• _WORK TO BE COMPLETED_: In every line of the records, look for "Clavel", then report how many lines have it and nothing else.

————

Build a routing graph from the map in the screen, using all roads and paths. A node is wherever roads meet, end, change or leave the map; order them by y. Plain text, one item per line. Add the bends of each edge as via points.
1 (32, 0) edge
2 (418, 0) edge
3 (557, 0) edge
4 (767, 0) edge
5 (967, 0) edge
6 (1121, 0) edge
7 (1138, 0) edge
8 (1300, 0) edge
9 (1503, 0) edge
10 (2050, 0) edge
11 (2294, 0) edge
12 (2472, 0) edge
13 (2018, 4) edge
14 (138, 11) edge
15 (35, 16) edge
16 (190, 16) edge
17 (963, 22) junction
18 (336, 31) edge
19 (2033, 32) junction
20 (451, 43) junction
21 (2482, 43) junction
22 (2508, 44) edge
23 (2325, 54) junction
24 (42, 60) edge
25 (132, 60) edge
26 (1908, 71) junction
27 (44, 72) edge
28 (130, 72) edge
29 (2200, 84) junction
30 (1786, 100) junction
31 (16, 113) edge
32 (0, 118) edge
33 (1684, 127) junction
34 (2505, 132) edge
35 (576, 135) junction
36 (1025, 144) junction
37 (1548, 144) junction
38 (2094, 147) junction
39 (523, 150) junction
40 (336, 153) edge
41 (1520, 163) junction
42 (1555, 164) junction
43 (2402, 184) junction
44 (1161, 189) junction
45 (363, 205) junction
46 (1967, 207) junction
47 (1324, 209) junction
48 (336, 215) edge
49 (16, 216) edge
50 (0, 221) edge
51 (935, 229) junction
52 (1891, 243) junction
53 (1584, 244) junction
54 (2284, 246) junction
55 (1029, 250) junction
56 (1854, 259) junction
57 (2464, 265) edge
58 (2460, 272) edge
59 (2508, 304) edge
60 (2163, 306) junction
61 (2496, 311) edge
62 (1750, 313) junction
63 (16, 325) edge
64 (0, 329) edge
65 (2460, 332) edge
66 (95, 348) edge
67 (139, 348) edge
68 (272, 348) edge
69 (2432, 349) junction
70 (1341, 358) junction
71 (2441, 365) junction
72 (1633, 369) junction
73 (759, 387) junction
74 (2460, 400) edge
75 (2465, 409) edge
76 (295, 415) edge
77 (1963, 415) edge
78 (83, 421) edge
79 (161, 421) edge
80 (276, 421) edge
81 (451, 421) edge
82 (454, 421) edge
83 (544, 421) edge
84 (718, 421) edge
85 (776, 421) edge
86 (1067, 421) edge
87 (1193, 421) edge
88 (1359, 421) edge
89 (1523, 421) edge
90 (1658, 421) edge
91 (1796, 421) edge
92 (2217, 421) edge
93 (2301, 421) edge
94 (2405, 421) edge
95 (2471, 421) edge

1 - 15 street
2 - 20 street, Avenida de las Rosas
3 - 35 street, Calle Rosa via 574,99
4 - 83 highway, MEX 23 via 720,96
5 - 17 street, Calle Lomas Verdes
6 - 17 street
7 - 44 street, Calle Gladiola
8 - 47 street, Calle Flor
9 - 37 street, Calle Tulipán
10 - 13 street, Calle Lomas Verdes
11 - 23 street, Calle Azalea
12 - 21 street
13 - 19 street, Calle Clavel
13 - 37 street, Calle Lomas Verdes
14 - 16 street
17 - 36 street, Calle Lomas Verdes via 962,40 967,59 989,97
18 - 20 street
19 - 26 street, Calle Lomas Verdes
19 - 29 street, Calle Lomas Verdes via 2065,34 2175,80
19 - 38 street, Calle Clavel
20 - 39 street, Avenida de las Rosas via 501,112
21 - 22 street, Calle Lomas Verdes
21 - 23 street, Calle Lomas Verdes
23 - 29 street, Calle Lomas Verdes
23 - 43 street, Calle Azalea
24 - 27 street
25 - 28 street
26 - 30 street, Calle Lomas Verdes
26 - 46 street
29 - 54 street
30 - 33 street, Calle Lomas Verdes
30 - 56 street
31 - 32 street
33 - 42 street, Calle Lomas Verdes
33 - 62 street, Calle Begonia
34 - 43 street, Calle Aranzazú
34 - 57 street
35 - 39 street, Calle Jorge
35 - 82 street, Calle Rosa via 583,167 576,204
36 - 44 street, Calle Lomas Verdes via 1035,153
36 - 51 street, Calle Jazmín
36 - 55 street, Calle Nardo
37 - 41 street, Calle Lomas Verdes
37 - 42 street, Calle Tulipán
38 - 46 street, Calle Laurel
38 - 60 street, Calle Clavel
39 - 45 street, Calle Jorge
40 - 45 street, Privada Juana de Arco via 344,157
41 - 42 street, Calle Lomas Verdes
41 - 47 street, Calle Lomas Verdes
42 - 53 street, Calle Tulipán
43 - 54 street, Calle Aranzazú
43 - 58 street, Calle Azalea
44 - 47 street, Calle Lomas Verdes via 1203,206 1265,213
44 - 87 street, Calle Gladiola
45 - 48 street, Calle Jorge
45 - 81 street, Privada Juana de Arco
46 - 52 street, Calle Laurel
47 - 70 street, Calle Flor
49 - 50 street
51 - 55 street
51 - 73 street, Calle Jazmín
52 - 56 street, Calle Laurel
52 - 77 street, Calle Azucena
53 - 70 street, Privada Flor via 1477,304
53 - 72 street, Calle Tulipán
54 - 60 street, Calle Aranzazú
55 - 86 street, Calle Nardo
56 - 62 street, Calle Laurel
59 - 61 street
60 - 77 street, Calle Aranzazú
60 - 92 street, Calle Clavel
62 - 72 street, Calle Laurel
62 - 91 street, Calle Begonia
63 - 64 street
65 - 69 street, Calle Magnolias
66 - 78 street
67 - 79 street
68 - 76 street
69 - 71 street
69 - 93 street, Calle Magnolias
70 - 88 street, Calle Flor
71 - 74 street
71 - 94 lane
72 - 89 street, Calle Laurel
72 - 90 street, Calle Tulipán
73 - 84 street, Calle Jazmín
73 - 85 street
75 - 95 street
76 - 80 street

————

• _ANSWER BOX_: 4